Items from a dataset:

<<<<

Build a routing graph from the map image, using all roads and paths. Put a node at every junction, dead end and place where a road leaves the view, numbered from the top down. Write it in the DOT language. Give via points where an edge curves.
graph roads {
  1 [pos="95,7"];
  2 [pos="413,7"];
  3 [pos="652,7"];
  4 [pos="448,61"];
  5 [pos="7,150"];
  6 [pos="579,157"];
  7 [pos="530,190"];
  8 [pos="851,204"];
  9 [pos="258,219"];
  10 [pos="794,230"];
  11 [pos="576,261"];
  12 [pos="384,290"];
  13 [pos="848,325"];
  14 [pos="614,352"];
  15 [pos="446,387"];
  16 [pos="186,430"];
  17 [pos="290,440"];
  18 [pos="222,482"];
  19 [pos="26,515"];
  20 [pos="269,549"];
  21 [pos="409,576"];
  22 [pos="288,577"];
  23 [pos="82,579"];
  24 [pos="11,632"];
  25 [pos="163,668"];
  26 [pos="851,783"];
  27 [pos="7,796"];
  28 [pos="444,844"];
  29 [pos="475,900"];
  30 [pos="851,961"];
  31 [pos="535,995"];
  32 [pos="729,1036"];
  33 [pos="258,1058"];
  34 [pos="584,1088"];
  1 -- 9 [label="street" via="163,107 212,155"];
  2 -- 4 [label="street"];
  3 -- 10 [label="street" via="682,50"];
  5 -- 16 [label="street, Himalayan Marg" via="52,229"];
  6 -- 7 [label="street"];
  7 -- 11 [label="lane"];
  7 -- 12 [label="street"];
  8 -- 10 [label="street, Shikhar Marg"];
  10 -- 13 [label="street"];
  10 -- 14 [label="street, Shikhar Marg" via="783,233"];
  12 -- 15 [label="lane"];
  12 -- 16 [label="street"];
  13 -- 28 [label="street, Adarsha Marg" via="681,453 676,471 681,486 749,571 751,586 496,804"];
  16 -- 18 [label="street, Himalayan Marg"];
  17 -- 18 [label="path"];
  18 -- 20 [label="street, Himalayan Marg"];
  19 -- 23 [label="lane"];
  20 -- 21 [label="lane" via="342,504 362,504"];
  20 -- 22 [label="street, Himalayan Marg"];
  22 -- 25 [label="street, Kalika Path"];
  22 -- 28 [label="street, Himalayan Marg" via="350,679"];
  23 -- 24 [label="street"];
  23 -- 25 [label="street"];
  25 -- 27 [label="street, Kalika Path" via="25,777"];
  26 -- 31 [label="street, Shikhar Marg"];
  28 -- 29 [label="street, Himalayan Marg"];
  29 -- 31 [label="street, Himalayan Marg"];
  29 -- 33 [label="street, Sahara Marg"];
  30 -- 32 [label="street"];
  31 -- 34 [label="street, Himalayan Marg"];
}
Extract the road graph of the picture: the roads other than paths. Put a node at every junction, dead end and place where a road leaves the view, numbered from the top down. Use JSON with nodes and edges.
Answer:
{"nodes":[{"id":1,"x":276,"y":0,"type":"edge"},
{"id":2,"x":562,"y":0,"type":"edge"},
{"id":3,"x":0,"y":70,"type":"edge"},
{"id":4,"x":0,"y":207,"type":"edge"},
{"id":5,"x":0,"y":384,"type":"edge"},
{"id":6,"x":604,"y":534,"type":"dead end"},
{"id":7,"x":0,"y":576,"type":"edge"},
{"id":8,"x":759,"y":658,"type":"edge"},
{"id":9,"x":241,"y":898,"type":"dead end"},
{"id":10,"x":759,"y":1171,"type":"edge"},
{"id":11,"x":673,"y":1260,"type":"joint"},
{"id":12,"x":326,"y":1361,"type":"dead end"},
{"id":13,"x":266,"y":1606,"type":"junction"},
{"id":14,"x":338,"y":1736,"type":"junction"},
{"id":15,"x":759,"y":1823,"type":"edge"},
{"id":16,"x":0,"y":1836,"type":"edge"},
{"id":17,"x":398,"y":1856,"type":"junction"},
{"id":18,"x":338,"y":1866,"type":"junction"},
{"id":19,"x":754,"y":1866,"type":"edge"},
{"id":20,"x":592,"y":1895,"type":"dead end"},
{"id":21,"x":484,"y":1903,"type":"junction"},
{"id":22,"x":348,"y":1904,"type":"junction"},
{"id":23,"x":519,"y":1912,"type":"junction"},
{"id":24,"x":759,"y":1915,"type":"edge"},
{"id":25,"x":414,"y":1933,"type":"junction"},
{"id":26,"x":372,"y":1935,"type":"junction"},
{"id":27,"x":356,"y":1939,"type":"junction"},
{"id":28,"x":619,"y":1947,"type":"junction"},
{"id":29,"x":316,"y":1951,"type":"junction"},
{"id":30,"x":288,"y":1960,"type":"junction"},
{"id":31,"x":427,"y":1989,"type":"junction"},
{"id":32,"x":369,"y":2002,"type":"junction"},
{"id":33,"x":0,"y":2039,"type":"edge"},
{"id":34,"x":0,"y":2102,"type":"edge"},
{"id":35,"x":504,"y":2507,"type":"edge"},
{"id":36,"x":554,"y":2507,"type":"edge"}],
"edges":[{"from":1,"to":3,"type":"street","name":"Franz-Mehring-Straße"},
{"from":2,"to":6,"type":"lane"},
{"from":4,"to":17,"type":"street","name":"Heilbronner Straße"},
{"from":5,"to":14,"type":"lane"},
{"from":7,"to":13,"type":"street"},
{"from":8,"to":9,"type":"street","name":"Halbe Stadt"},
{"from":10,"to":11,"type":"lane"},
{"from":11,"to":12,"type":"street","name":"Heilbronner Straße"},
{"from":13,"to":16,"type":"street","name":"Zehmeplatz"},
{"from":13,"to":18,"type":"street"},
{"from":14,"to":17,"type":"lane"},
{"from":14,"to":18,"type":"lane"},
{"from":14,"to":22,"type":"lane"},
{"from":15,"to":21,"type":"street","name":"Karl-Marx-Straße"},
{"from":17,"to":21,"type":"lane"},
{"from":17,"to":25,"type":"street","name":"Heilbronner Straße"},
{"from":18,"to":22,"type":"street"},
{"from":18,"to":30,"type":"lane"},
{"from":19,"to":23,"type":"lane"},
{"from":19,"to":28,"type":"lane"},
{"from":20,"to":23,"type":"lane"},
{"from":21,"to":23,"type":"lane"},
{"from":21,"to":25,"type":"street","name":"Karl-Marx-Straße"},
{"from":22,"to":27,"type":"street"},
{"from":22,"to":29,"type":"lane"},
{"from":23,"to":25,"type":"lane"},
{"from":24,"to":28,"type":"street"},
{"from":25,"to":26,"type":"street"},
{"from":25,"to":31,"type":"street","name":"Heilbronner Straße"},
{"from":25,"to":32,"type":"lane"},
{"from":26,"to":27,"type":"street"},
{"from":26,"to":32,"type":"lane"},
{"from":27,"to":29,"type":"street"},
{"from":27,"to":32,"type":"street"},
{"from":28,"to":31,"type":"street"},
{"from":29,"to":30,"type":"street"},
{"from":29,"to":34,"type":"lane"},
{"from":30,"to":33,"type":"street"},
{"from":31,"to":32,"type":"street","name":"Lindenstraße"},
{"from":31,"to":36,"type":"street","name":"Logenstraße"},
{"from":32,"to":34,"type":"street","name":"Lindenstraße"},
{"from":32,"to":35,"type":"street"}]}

>>>>

Copy every line of the records above that contains "Kalika".

Answer section:
  22 -- 25 [label="street, Kalika Path"];
  25 -- 27 [label="street, Kalika Path" via="25,777"];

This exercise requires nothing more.